CAM stands for common area maintenance. CAM reconciliation is the annual process of comparing estimated common area charges collected from tenants to the actual expenses incurred during the year. Commercial landlords collect estimated CAM fees monthly alongside base rent, then reconcile those estimates against real costs once the year closes.
Common area expenses typically include landscaping, parking lot maintenance and lighting, exterior building repairs, janitorial services for shared spaces like lobbies and hallways, security, trash removal, property insurance, and property management fees. The lease agreement defines exactly which expenses qualify as CAM and how costs get allocated among tenants. Some leases cap annual CAM increases or exclude certain expense categories, so each tenant relationship may work slightly differently.
Throughout the year, tenants pay estimated CAM charges based on projected costs. These estimates usually come from the prior year’s actuals plus anticipated increases for inflation or known expenses. The landlord collects these payments monthly and tracks actual expenses as they occur.
At year-end, the reconciliation process begins. The property manager tallies all actual CAM expenses, allocates them according to each tenant’s proportionate share (usually based on leased square footage), and compares this total to what each tenant already paid. If a tenant paid less than their share, they receive a bill for the difference. If they overpaid, they get a credit applied to future rent or a refund.
Timing matters. Most commercial leases require reconciliation within 90 to 120 days after the calendar or fiscal year ends. Missing this deadline can mean forfeiting the right to collect underpayments, depending on how the lease is written. Tenants expect their reconciliation statements on schedule, and delays raise questions about your record-keeping.

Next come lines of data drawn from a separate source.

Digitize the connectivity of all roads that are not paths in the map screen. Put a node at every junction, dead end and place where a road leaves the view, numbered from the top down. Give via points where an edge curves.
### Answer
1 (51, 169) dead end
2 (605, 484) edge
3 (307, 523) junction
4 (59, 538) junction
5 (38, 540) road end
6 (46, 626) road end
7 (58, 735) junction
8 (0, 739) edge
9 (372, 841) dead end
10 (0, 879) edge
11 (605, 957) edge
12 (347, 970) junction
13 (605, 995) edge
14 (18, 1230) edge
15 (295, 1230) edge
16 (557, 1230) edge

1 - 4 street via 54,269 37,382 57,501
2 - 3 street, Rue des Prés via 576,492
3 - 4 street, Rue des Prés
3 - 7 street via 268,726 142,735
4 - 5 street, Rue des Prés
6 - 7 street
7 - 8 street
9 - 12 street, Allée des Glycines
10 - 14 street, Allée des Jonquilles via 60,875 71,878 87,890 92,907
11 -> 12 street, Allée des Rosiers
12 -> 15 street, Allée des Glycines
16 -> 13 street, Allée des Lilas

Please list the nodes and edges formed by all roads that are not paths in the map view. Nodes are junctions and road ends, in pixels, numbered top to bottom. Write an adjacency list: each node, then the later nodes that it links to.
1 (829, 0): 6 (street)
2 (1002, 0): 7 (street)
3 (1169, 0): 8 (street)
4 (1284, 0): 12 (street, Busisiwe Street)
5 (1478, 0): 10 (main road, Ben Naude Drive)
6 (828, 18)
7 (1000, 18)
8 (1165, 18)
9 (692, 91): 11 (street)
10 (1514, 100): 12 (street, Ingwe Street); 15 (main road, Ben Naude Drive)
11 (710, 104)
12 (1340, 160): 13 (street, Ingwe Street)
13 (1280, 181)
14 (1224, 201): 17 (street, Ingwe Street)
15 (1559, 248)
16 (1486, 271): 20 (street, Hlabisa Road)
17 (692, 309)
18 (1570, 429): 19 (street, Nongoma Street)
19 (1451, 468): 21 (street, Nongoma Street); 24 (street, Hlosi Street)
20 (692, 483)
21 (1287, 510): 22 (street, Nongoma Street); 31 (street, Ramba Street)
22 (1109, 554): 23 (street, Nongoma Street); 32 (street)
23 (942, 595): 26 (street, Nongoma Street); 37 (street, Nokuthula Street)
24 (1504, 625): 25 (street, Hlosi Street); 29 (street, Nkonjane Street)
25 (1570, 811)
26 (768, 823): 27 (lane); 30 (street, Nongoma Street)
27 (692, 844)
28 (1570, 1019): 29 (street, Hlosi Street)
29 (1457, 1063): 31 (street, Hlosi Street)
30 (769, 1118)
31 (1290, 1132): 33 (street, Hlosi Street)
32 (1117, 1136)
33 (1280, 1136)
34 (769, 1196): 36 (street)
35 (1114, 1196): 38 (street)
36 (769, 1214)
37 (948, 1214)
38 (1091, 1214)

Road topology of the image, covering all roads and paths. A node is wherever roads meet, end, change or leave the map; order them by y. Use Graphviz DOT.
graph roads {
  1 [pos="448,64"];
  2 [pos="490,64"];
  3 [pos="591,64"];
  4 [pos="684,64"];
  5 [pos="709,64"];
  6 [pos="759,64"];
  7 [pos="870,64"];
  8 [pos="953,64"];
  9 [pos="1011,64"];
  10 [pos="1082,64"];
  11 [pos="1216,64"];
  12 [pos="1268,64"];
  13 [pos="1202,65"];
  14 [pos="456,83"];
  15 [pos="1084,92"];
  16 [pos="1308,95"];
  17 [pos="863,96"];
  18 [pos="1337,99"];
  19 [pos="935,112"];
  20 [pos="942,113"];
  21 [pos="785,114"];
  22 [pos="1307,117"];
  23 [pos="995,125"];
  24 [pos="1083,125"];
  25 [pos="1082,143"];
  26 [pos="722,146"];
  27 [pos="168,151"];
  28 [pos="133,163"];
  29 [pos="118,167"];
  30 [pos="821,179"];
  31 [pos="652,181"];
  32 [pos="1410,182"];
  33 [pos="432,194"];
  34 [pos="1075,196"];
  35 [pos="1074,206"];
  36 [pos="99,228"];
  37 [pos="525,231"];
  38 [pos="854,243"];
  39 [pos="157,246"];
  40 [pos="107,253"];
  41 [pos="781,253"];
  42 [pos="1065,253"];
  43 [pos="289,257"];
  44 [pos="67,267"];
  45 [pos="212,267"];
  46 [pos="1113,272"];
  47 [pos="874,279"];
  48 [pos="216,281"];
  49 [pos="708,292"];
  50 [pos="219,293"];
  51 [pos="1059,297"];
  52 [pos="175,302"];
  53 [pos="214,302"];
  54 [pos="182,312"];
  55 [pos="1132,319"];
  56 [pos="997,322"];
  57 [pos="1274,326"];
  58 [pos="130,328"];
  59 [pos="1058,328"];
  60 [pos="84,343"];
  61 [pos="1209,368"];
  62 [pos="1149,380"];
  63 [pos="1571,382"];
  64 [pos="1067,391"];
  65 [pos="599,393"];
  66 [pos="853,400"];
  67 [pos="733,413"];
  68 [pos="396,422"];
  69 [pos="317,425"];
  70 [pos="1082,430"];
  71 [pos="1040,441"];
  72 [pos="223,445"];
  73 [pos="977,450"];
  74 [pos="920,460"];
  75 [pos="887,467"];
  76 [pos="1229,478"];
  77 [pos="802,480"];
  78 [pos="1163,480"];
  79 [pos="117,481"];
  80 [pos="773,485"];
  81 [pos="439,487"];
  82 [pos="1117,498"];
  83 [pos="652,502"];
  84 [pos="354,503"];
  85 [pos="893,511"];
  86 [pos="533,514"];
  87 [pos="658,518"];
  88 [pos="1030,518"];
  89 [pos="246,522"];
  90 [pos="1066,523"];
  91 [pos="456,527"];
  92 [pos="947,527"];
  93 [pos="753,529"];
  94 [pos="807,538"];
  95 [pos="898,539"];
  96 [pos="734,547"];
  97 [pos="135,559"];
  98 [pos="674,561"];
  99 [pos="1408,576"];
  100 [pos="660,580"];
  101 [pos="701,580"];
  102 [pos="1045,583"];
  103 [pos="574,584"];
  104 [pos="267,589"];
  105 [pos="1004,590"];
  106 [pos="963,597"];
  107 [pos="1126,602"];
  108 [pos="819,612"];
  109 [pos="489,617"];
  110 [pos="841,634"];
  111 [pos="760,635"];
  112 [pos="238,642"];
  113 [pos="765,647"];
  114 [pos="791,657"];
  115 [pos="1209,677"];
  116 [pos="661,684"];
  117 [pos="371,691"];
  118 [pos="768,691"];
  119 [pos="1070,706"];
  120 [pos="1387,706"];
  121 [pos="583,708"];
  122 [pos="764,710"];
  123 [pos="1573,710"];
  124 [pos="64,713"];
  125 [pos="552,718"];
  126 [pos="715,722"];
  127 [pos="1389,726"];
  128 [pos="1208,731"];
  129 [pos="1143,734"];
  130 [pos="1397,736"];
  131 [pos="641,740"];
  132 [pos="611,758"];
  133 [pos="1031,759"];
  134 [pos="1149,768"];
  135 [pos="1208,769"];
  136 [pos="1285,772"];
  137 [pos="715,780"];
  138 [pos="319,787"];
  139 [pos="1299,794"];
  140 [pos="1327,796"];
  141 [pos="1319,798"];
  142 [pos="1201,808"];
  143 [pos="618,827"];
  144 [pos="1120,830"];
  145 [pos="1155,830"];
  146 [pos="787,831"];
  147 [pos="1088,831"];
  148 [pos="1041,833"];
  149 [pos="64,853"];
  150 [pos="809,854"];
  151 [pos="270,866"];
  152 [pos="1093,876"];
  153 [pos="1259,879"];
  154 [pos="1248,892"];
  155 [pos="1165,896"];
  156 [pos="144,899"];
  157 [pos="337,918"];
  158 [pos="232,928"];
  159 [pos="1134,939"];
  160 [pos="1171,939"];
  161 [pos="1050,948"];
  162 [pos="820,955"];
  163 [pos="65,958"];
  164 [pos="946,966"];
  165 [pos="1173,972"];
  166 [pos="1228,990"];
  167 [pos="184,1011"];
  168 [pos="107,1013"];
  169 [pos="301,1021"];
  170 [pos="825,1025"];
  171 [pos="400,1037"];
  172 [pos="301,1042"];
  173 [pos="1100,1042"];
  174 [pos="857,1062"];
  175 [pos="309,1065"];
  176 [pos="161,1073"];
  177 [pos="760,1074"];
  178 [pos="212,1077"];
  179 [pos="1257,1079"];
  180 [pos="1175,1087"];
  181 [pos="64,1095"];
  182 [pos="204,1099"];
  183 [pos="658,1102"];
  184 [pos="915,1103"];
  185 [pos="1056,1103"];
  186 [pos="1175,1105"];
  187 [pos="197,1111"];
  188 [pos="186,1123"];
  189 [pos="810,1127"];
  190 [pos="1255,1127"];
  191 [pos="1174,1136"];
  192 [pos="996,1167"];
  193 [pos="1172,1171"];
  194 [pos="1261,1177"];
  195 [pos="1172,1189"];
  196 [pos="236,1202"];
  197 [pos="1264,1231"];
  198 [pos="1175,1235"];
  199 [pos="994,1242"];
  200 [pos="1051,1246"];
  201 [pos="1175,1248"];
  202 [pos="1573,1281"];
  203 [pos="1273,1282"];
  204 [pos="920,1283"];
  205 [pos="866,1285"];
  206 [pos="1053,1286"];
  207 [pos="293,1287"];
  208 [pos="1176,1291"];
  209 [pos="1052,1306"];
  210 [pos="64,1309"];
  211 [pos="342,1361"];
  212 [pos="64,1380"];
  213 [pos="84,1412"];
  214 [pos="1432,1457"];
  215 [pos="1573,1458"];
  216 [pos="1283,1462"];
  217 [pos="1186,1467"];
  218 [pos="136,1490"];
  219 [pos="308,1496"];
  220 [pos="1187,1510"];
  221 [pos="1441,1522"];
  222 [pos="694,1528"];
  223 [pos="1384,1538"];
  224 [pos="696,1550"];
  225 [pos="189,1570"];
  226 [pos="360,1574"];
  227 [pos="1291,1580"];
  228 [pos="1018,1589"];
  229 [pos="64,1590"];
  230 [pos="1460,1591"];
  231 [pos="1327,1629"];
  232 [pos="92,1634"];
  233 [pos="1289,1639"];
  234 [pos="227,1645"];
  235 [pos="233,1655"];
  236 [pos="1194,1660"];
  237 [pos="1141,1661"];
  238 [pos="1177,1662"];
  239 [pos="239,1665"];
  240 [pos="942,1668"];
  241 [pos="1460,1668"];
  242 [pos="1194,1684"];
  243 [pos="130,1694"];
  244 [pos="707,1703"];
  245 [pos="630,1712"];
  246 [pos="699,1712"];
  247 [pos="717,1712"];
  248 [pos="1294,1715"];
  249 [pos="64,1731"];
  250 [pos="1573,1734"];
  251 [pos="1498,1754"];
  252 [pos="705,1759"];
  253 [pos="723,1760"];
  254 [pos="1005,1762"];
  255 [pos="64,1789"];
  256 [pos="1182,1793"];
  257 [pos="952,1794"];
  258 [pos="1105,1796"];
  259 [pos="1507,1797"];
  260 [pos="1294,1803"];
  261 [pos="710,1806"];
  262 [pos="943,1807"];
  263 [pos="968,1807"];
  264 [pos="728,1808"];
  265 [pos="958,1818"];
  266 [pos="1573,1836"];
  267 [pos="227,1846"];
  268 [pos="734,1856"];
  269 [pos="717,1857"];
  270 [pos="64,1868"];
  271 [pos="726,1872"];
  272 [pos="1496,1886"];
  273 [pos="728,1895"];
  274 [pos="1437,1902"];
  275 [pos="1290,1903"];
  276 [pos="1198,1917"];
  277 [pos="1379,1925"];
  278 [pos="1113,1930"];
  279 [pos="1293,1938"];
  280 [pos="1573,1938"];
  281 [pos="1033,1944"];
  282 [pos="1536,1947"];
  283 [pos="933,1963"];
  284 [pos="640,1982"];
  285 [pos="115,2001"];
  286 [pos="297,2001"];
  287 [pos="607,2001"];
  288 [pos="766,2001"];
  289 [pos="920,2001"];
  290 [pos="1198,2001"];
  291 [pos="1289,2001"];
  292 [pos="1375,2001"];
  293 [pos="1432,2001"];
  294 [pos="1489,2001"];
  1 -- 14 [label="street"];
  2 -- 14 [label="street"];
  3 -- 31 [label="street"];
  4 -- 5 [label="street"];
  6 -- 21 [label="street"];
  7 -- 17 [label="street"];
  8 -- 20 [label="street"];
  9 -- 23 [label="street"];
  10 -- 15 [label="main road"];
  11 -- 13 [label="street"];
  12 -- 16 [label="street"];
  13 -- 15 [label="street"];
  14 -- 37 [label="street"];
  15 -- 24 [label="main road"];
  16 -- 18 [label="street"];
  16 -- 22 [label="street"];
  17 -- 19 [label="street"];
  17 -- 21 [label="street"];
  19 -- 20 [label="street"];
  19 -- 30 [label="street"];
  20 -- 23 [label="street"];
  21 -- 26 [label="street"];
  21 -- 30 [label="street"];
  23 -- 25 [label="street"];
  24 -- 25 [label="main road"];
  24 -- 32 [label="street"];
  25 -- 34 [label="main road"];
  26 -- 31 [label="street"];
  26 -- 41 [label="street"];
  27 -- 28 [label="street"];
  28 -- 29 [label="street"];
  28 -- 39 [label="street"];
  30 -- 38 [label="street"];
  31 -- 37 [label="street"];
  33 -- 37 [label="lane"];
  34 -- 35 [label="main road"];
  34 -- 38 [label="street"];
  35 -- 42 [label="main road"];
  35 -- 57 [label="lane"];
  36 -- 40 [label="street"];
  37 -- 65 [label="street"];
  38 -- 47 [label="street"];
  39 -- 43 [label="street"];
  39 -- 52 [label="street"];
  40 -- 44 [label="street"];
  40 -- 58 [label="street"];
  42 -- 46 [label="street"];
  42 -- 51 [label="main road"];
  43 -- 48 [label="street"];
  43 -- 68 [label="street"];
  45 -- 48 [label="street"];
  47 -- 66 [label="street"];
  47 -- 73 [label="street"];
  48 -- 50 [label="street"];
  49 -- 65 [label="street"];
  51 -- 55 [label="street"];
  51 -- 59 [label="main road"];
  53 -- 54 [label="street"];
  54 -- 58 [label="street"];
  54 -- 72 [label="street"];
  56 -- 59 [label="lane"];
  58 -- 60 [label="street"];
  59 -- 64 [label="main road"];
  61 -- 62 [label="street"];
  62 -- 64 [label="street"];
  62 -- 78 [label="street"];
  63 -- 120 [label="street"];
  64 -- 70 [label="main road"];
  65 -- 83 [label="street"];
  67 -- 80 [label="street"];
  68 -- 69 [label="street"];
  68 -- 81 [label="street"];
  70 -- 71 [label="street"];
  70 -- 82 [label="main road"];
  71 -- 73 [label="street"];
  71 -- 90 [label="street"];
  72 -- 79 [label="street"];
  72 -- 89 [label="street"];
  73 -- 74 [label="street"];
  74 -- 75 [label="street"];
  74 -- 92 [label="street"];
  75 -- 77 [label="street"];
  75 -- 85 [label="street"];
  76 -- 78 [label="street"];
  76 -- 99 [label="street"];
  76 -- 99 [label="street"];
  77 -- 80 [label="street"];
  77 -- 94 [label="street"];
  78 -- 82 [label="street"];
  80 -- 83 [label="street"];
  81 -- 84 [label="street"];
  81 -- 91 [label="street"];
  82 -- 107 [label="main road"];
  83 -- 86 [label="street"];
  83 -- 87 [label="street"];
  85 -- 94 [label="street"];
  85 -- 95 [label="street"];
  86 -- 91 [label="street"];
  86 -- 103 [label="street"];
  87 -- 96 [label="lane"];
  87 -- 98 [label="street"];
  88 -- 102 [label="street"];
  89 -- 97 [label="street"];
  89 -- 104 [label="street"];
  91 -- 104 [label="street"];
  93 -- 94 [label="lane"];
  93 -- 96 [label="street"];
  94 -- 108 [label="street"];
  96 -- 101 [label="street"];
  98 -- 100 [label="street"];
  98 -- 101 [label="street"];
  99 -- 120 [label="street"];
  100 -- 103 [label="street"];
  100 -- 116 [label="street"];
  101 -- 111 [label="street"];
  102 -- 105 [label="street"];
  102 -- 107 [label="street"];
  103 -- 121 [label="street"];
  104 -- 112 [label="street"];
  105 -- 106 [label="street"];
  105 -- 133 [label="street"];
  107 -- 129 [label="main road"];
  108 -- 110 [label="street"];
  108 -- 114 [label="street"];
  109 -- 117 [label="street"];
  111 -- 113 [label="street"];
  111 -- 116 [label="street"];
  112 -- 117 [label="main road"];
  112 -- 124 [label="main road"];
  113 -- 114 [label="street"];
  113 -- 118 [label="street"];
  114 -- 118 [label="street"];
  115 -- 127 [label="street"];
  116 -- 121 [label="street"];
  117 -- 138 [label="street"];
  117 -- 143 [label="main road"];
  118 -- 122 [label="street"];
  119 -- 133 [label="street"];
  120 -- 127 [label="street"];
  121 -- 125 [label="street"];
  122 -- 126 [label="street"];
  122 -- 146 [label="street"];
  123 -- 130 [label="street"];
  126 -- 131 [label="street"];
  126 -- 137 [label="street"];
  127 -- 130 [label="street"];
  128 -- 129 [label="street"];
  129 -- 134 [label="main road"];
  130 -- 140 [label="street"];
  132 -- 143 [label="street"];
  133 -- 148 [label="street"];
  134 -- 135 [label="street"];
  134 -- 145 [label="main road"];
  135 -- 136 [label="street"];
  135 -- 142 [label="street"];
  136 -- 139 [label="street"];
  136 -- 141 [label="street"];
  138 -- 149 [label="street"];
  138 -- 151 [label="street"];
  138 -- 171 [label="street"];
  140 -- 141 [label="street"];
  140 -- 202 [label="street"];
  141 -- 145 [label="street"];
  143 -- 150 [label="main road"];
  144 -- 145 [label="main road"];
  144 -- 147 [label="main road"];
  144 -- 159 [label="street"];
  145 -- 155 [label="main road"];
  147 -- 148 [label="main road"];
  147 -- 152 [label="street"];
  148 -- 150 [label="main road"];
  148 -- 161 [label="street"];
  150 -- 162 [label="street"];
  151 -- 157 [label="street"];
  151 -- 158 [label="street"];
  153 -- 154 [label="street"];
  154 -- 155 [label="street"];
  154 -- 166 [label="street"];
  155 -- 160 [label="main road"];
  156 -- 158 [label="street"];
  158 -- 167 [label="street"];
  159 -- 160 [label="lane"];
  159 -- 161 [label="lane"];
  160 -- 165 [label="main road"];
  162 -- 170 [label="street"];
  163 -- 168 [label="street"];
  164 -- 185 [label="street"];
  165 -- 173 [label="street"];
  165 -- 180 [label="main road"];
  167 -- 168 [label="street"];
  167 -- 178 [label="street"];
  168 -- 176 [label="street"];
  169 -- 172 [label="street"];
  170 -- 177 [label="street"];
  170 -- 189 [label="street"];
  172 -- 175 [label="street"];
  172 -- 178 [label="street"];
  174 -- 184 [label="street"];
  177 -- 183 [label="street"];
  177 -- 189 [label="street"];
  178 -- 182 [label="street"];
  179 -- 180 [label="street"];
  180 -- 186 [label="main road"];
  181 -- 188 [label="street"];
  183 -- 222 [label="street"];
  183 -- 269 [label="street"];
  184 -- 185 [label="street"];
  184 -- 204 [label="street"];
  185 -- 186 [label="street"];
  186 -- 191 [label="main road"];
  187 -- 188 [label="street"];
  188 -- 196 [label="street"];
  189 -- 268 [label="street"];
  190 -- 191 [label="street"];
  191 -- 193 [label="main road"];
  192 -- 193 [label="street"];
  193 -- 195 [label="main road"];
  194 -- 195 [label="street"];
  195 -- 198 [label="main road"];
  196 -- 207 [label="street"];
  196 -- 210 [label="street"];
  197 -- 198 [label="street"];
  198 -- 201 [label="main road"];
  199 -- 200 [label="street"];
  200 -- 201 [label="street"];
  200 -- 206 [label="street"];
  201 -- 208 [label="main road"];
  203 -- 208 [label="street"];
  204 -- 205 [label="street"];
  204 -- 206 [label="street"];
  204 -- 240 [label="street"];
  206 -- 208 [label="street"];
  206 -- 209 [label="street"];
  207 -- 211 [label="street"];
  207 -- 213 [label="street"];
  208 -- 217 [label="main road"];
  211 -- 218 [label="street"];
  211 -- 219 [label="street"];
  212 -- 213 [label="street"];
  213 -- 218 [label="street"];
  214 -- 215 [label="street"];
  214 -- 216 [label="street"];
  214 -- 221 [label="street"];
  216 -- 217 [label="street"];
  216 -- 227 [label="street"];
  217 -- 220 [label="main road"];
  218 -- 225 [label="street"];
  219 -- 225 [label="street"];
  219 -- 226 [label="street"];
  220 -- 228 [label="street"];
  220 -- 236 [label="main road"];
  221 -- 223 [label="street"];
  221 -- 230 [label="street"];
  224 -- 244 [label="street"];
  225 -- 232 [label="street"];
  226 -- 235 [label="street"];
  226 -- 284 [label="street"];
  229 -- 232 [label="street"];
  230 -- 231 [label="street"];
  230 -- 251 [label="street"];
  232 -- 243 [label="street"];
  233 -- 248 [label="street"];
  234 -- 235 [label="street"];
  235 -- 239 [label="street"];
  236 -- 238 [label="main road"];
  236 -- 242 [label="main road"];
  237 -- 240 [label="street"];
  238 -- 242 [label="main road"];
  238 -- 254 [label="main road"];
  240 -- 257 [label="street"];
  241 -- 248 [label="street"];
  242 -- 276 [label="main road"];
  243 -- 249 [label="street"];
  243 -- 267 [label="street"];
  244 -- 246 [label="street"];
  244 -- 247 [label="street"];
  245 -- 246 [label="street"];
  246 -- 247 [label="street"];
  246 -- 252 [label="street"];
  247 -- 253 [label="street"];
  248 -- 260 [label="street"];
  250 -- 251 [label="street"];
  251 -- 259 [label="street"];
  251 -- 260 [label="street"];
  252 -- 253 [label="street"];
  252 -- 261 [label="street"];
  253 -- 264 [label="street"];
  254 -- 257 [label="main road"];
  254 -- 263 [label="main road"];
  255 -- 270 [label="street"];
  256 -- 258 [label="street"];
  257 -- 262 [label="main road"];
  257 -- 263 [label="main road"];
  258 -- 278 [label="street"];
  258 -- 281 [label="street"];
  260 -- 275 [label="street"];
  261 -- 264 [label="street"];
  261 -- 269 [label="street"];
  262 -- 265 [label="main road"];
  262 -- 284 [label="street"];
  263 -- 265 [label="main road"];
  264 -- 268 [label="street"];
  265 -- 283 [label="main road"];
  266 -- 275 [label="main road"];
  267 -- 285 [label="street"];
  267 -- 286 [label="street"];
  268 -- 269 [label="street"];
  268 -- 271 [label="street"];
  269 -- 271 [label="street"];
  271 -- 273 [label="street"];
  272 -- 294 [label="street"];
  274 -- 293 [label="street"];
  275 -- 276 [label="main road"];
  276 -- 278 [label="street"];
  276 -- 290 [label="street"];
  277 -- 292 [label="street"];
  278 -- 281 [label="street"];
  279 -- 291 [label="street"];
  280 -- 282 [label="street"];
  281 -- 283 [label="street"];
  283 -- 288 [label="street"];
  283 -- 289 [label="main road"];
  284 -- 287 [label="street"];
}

Accurate bookkeeping throughout the year makes reconciliation straightforward. Real estate accounting for commercial properties requires tracking CAM expenses separately from other property costs. Each expense needs proper categorization so you know exactly what went toward common areas versus tenant improvements or capital projects. Mixed-use properties in San Diego get especially complicated when expenses benefit both commercial and residential units and need careful allocation.
The reconciliation also requires supporting documentation. Tenants have the right to audit CAM charges in most leases, and they will if your numbers seem off. Invoices, contracts, and payment records need to be organized and accessible. Sloppy records lead to disputes and potentially legal challenges from tenants who feel overcharged.
For property managers handling multiple buildings, CAM reconciliation becomes a significant annual project. Each property has different lease terms, expense categories, and allocation methods. Trying to reconstruct expenses from disorganized books turns a routine task into a time-consuming headache. Property management companies that also handle staff payroll and other accounting functions benefit from working with a San Diego payroll service that understands commercial property accounting and can keep all the pieces connected.
The key to smooth CAM reconciliation is consistent tracking from day one. When expenses are categorized correctly as they happen, year-end becomes a matter of running reports rather than digging through receipts trying to figure out what counts as common area and what doesn’t.